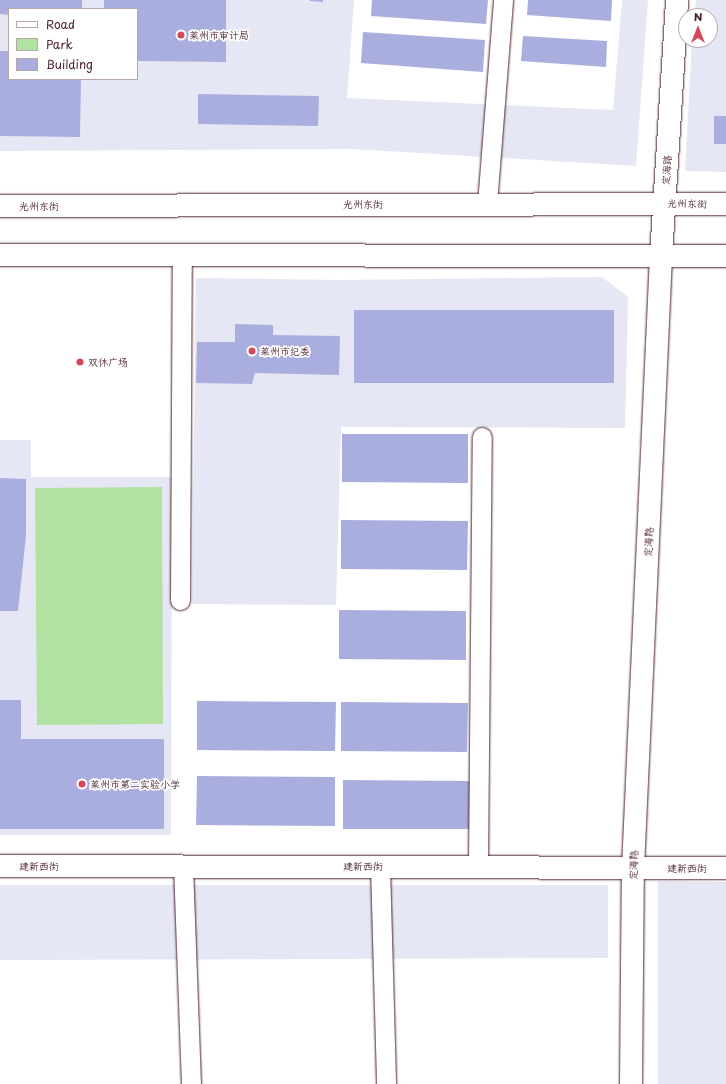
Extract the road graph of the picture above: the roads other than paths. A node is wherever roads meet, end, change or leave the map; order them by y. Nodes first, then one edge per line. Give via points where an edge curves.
1 (503, 0) edge
2 (677, 0) edge
3 (664, 203) junction
4 (487, 204) junction
5 (726, 204) edge
6 (0, 206) edge
7 (0, 254) edge
8 (182, 255) junction
9 (661, 256) junction
10 (726, 256) edge
11 (482, 437) dead end
12 (180, 600) dead end
13 (0, 866) edge
14 (183, 866) junction
15 (380, 866) junction
16 (478, 866) junction
17 (633, 868) junction
18 (726, 868) edge
19 (191, 1084) edge
20 (386, 1084) edge
21 (632, 1084) edge

1 - 4 street
2 - 3 street, 定海路
3 - 4 street, 光州东街
3 - 5 street, 光州东街
3 - 9 street, 定海路
4 - 6 street, 光州东街
7 - 8 street
8 - 9 street
8 - 12 street
9 - 10 street
9 - 17 street, 定海路
11 - 16 street
13 - 14 street, 建新西街
14 - 15 street, 建新西街
14 - 19 street
15 - 16 street, 建新西街
15 - 20 street
16 - 17 street, 建新西街
17 - 18 street, 建新西街
17 - 21 street, 定海路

● ● ●

## [Work to complete]
Omit each picture, then return all of the listing exactly as it stands.

## [Exercise answer]
Extract the road graph of the picture above: the roads other than paths. A node is wherever roads meet, end, change or leave the map; order them by y. Nodes first, then one edge per line. Give via points where an edge curves.
1 (503, 0) edge
2 (677, 0) edge
3 (664, 203) junction
4 (487, 204) junction
5 (726, 204) edge
6 (0, 206) edge
7 (0, 254) edge
8 (182, 255) junction
9 (661, 256) junction
10 (726, 256) edge
11 (482, 437) dead end
12 (180, 600) dead end
13 (0, 866) edge
14 (183, 866) junction
15 (380, 866) junction
16 (478, 866) junction
17 (633, 868) junction
18 (726, 868) edge
19 (191, 1084) edge
20 (386, 1084) edge
21 (632, 1084) edge

1 - 4 street
2 - 3 street, 定海路
3 - 4 street, 光州东街
3 - 5 street, 光州东街
3 - 9 street, 定海路
4 - 6 street, 光州东街
7 - 8 street
8 - 9 street
8 - 12 street
9 - 10 street
9 - 17 street, 定海路
11 - 16 street
13 - 14 street, 建新西街
14 - 15 street, 建新西街
14 - 19 street
15 - 16 street, 建新西街
15 - 20 street
16 - 17 street, 建新西街
17 - 18 street, 建新西街
17 - 21 street, 定海路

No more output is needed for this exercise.